Sur la scène, une animatrice, Sandra Vich et trois invités : Michel Schmesser, de la SCOP 1336, Mathieu Régnier de l’Abbaye d’Aiguebelle et Myriam Alazard de la société IDEX – Centre de détention de Salon. Leurs témoignages croisés sur le thème « ouvriers – moines – détenus : 3 mondes atypiques nous parlent du travail » ont fait la démonstration que des modèles dont la finalité première n’était pas de faire des profits pouvaient exister et même être pérenne. A la question quel point commun peut-il y avoir entre un salarié d’une SCOP, un moine et un détenu, les trois intervenants ont montré qu’ils partageaient au fond la même préoccupation : mettre l’humain au centre des projets. Dans les trois cas le travail peut être compris comme une émancipation.
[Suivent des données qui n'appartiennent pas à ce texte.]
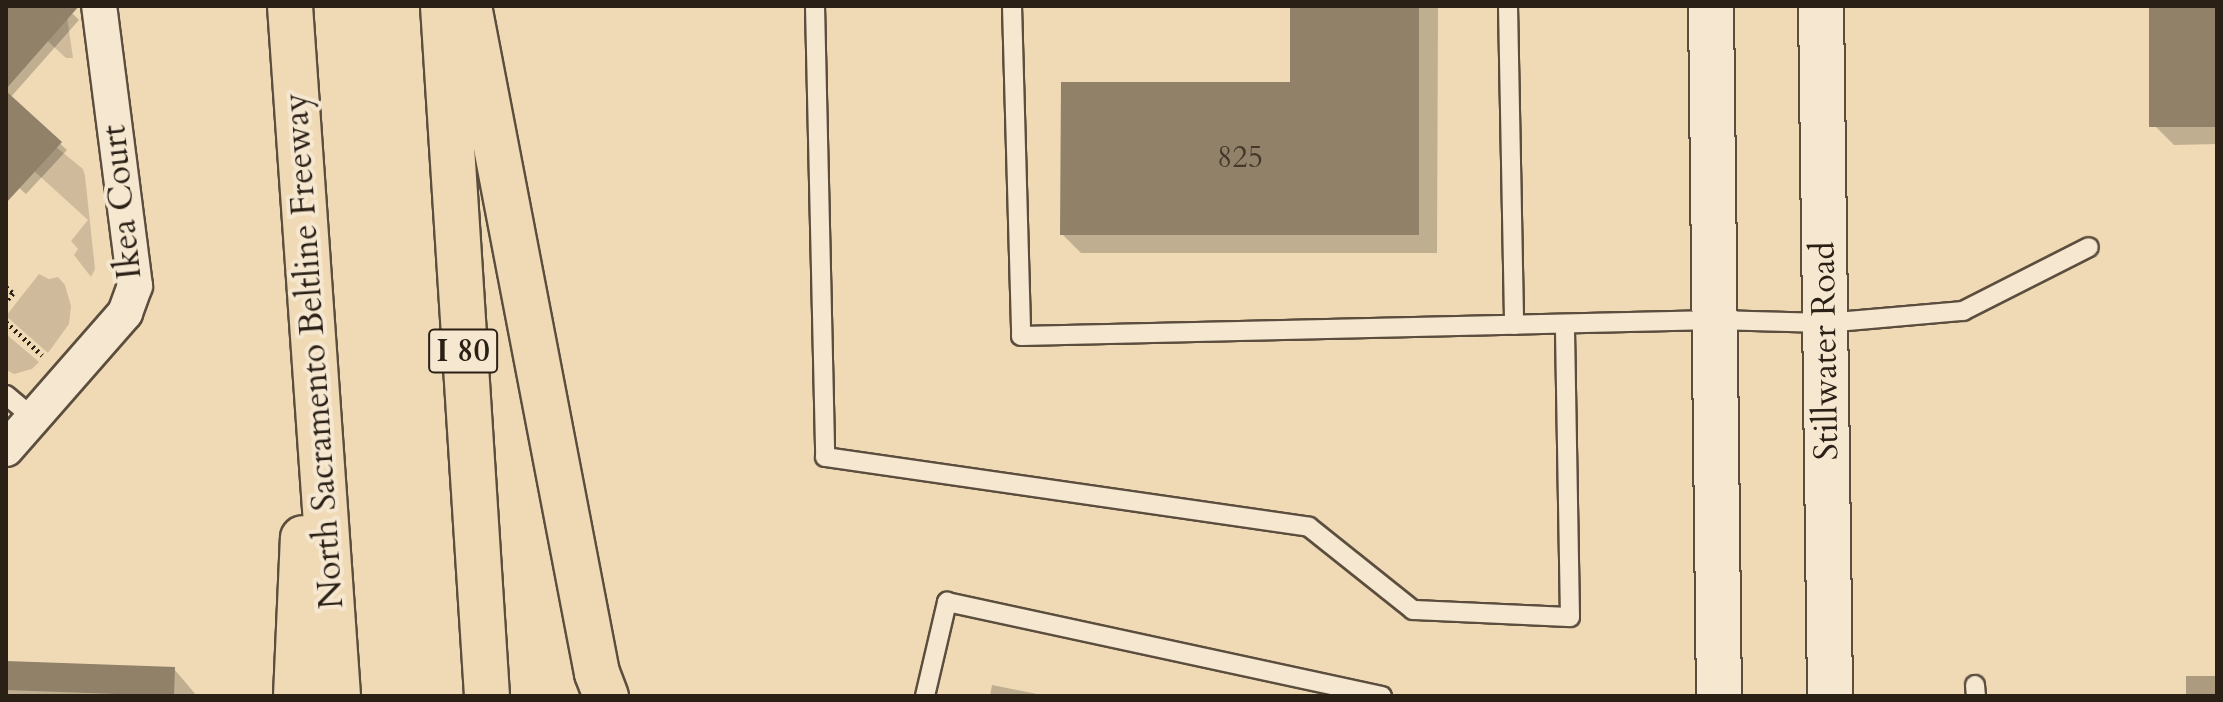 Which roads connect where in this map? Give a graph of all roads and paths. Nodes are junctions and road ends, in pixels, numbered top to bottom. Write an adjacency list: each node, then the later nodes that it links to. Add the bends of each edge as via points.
1 (99, 6): 21 (street, Ikea Court, via 135,286 125,313)
2 (290, 6): 15 (highway, North Sacramento Beltline Freeway)
3 (443, 6): 25 (highway, I 80)
4 (469, 6): 26 (highway, via 597,673)
5 (815, 6): 17 (lane, via 825,457 1309,527 1413,610 1570,617)
6 (1012, 6): 18 (lane, via 1021,336)
7 (1508, 6): 18 (lane)
8 (1711, 6): 13 (street)
9 (1821, 6): 16 (street, Stillwater Road)
10 (2089, 247): 16 (lane, via 1963,311)
11 (6, 287): 12 (path, via 13,293)
12 (6, 301)
13 (1715, 320): 16 (lane); 17 (lane); 29 (street)
14 (6, 322): 19 (path)
15 (312, 323): 23 (highway); 24 (highway, North Sacramento Beltline Freeway)
16 (1825, 323): 30 (street, Stillwater Road)
17 (1565, 324): 18 (lane)
18 (1514, 325)
19 (42, 355)
20 (6, 395): 21 (lane)
21 (33, 418): 22 (street, Ikea Court)
22 (6, 449)
23 (296, 696)
24 (338, 696)
25 (487, 696)
26 (606, 696)
27 (925, 696): 28 (lane, via 947,602)
28 (1382, 696)
29 (1719, 696)
30 (1830, 696)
Qu’il s’agisse de dignité, de confiance ou de sérénité les intervenants partagent les mêmes valeurs.

©LSE

Le rapport au temps est différent

Si dans les entreprises traditionnelles c’est une course permanente contre le temps, dans les coopératives ouvrières, dans les monastères ou dans les prisons le rapport au temps n’est pas le même. « En prison le temps s’arrête et on n’en a pas la maitrise et l’oisiveté peut rendre fou » confie Myriam Alazard de la société IDEX. « Dans une abbaye cistercienne les moines travaillent en silence, là c’est le temps long qui s’installe » explique Mathieu Régnier. Pour Michel Schmesser, de la SCOP 1336 le rapport au temps est aussi différent. En effet, la SCOP 1336 est née après 1336 jours de lutte de son personnel qui refusait la fermeture de leur usine. Une période pendant laquelle de nombreux collaborateurs ont suivi des formations dans la perspective de la création de l’actuelle coopérative. « Le temps c’est le respect de la parole donnée aux gens » affirme Michel Schmesser.

Tous s’accordent à dire que donner du sens et de la reconnaissance à ceux qui travaillent est une condition de réussite des entreprises. Ce discours n’a pas été sans rencontrer l’approbation de très participants à la soirée.